In FIGS. 5B and 6B, the first expanding layer 198a is expanded by adding a heat to the first expanding layer 198a through a heat treatment step to form a second expanding layer 198b.

Since the first expanding layer 198a under the light emitting diode chip LC is expanded, a portion of the light emitting diode chip LC contacting the first expanding layer 198a rises upwardly and the other portion of the light emitting diode chip LC contacting the adhesive layer 186 remains in the adhesive layer 186.

As a result, the light emitting diode chip LC is disposed on the adhesive layer 186 such that the anode 194 and the cathode 196 are disposed horizontally.

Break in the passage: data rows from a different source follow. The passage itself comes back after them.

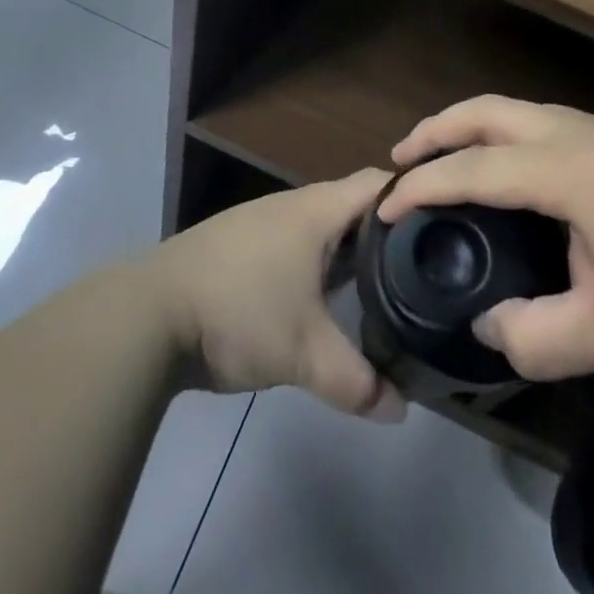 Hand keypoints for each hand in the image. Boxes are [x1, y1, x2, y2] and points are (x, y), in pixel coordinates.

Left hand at [148, 168, 406, 421]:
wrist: (149, 314)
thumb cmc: (238, 312)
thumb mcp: (303, 354)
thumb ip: (357, 382)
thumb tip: (400, 410)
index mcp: (317, 210)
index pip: (379, 183)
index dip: (413, 198)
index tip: (445, 227)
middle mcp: (293, 205)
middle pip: (354, 206)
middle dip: (387, 233)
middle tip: (423, 267)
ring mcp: (263, 223)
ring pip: (323, 228)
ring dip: (349, 252)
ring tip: (382, 287)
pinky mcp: (240, 246)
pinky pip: (296, 244)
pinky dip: (318, 264)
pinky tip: (323, 299)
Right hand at [382, 96, 593, 389]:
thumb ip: (536, 337)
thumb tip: (488, 326)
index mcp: (574, 170)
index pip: (477, 167)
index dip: (423, 183)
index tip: (383, 206)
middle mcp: (588, 134)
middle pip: (494, 110)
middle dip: (440, 128)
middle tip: (401, 157)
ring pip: (527, 111)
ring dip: (478, 127)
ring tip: (451, 159)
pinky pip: (554, 124)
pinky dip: (513, 136)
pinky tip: (520, 175) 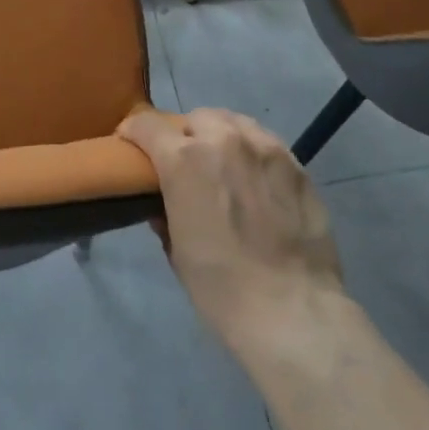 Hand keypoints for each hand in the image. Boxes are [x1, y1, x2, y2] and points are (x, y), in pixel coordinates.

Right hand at [121, 108, 343, 356]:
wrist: (293, 311)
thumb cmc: (221, 287)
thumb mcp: (177, 251)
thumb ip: (165, 213)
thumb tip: (163, 203)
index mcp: (184, 159)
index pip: (147, 125)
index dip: (134, 132)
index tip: (132, 145)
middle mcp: (223, 140)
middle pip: (195, 118)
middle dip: (185, 136)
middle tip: (186, 164)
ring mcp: (264, 148)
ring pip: (234, 122)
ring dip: (220, 136)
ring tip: (224, 164)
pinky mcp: (296, 164)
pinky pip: (265, 142)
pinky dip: (252, 151)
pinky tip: (256, 178) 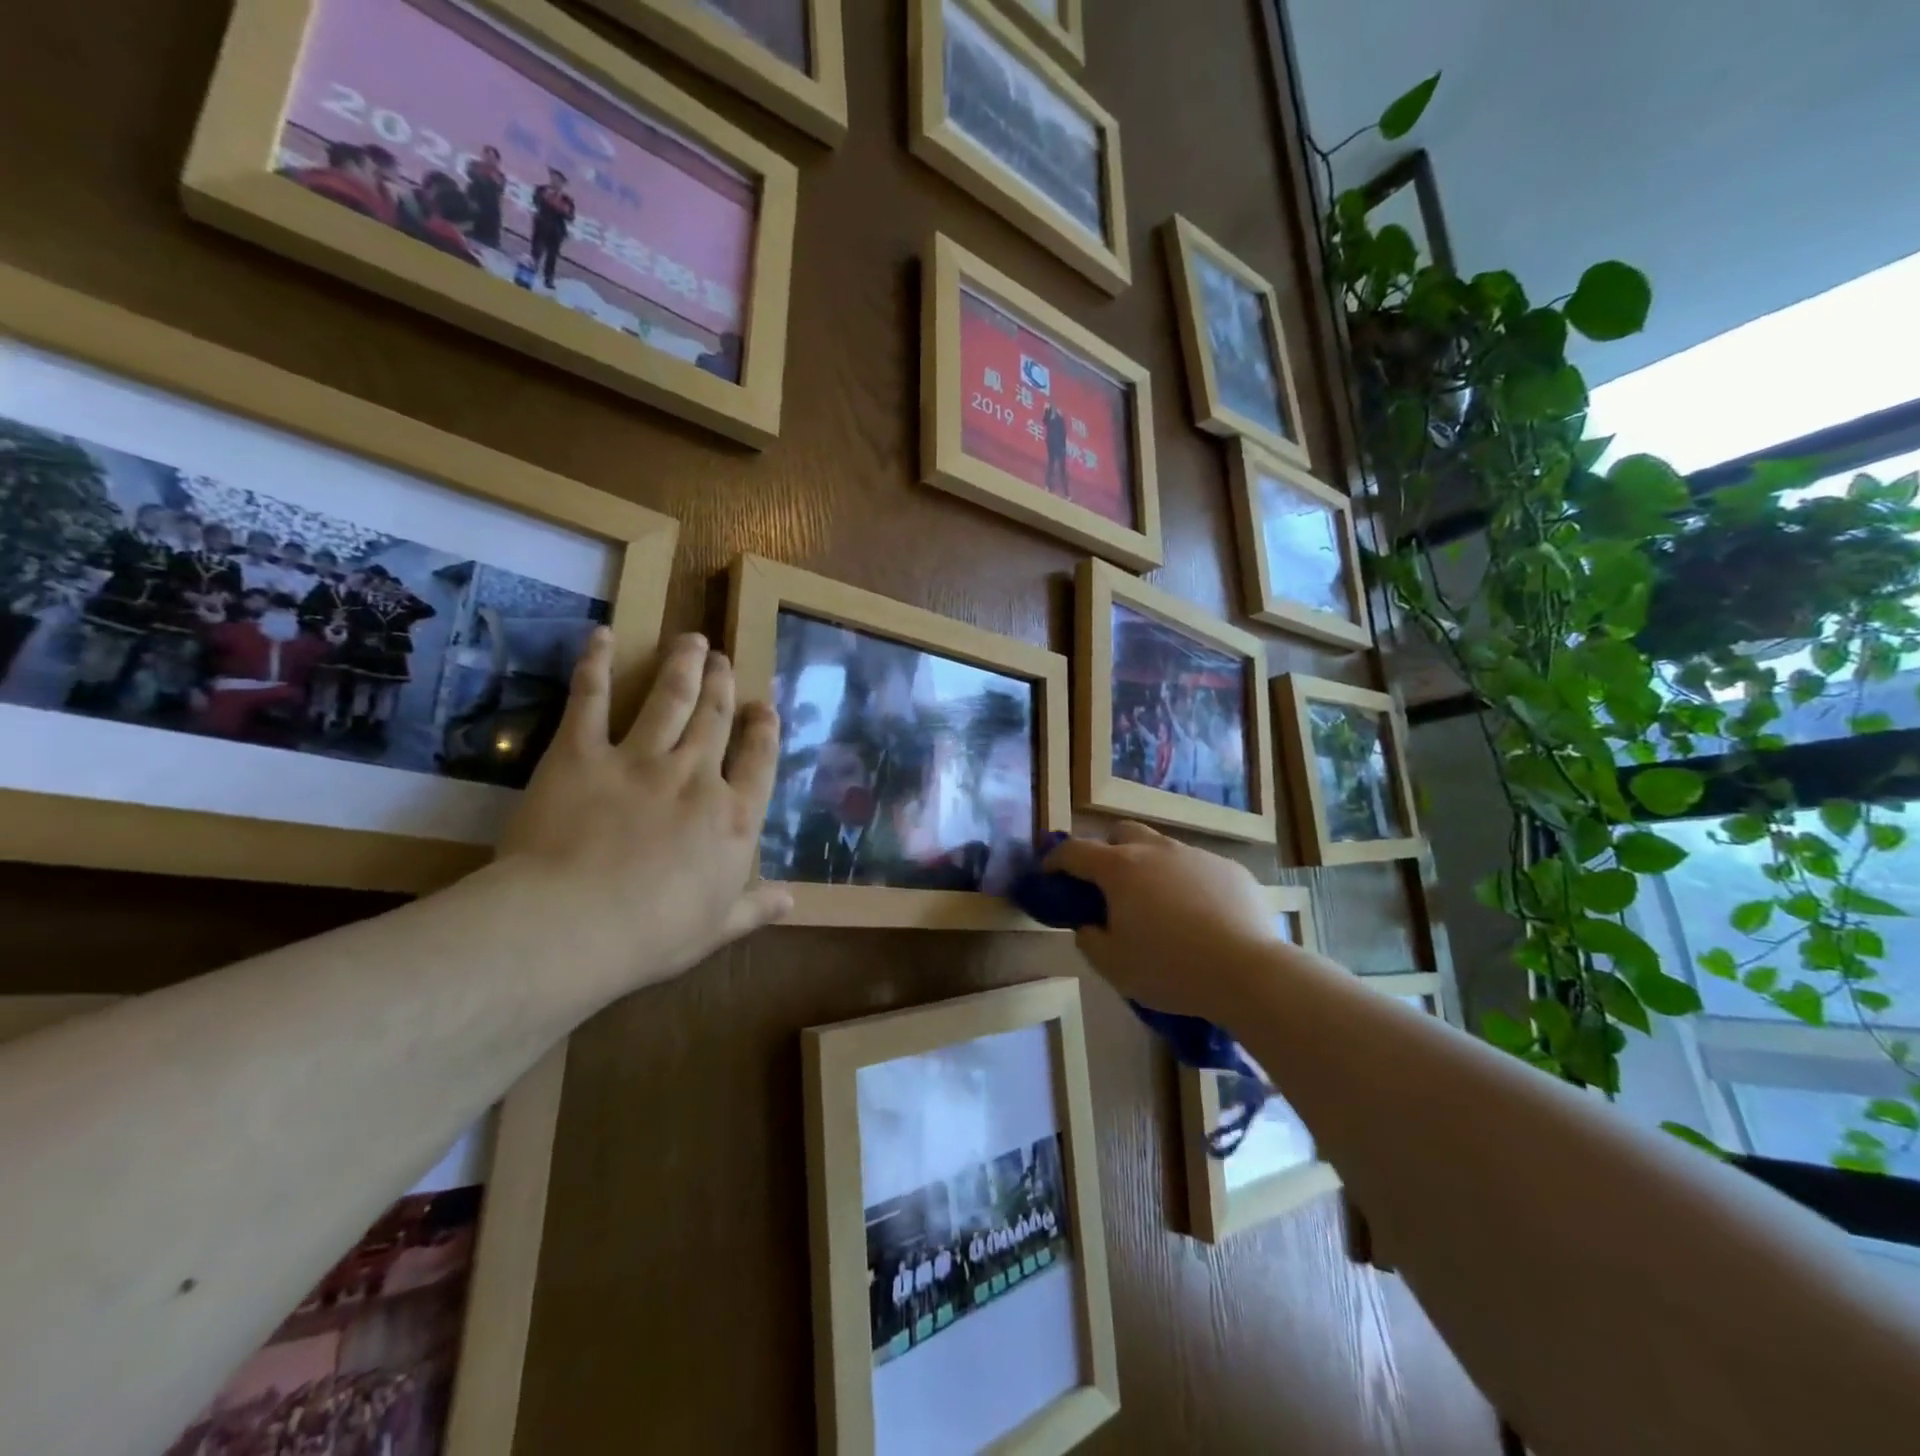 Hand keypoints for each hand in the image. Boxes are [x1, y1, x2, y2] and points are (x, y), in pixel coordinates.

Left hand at [495, 628, 790, 992]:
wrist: (575, 925)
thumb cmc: (654, 935)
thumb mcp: (717, 927)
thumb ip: (756, 907)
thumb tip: (792, 900)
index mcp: (733, 818)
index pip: (758, 761)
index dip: (763, 730)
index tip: (763, 707)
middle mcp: (696, 776)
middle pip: (716, 718)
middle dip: (723, 684)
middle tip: (722, 659)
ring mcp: (640, 759)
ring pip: (670, 698)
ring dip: (682, 665)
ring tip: (690, 640)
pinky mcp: (581, 753)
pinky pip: (592, 699)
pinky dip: (596, 665)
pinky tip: (603, 636)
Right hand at [1044, 823, 1282, 1019]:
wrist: (1248, 972)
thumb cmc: (1169, 968)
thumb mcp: (1113, 966)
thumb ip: (1089, 940)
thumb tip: (1089, 926)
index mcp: (1120, 869)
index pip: (1075, 851)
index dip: (1056, 859)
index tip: (1049, 873)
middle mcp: (1156, 850)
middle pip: (1122, 832)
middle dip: (1107, 849)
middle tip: (1107, 883)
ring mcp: (1197, 856)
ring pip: (1163, 848)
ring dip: (1150, 866)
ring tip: (1158, 905)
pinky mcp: (1230, 869)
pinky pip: (1199, 868)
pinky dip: (1188, 883)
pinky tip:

The second expanding layer 198b is disposed to cover a portion of the adhesive layer 186 and expose the other portion of the adhesive layer 186. The light emitting diode chip LC is disposed such that one side surface of the junction layer 192, the anode 194 and the cathode 196 contact the adhesive layer 186 exposed through the second expanding layer 198b.

In FIGS. 5C and 6C, the first, second, third and fourth electrodes 176, 178, 180 and 182 and the first planarizing layer 174 are exposed by removing the second expanding layer 198b.

For example, the second expanding layer 198b may be removed through a rinsing step.

In FIGS. 5D and 6D, the second planarizing layer 184 is formed on the first, second, third and fourth electrodes 176, 178, 180 and 182 over the entire substrate 120.

The second planarizing layer 184 has the opening OP exposing the first and second electrodes 176 and 178, the adhesive layer 186 and the light emitting diode chip LC.

After a metallic material layer is formed on the second planarizing layer 184 and the light emitting diode chip LC, the first connecting layer 188 is formed between the anode 194 of the light emitting diode chip LC and the first electrode 176 and the second connecting layer 190 is formed between the cathode 196 of the light emitting diode LC and the second electrode 178 through a photolithographic process of patterning the metallic material layer.

The anode 194 of the light emitting diode chip LC is connected to the first electrode 176 through the first connecting layer 188, and the cathode 196 of the light emitting diode chip LC is connected to the second electrode 178 through the second connecting layer 190.

In the display device 110 according to a first embodiment of the present disclosure, the anode 194 and the cathode 196 of the vertical light emitting diode chip LC are disposed horizontally, and the anode 194 and the cathode 196 are connected to the first and second electrodes 176 and 178 through the first and second connecting layers 188 and 190, respectively. As a result, a fabrication process is simplified to obtain a fabrication optimization.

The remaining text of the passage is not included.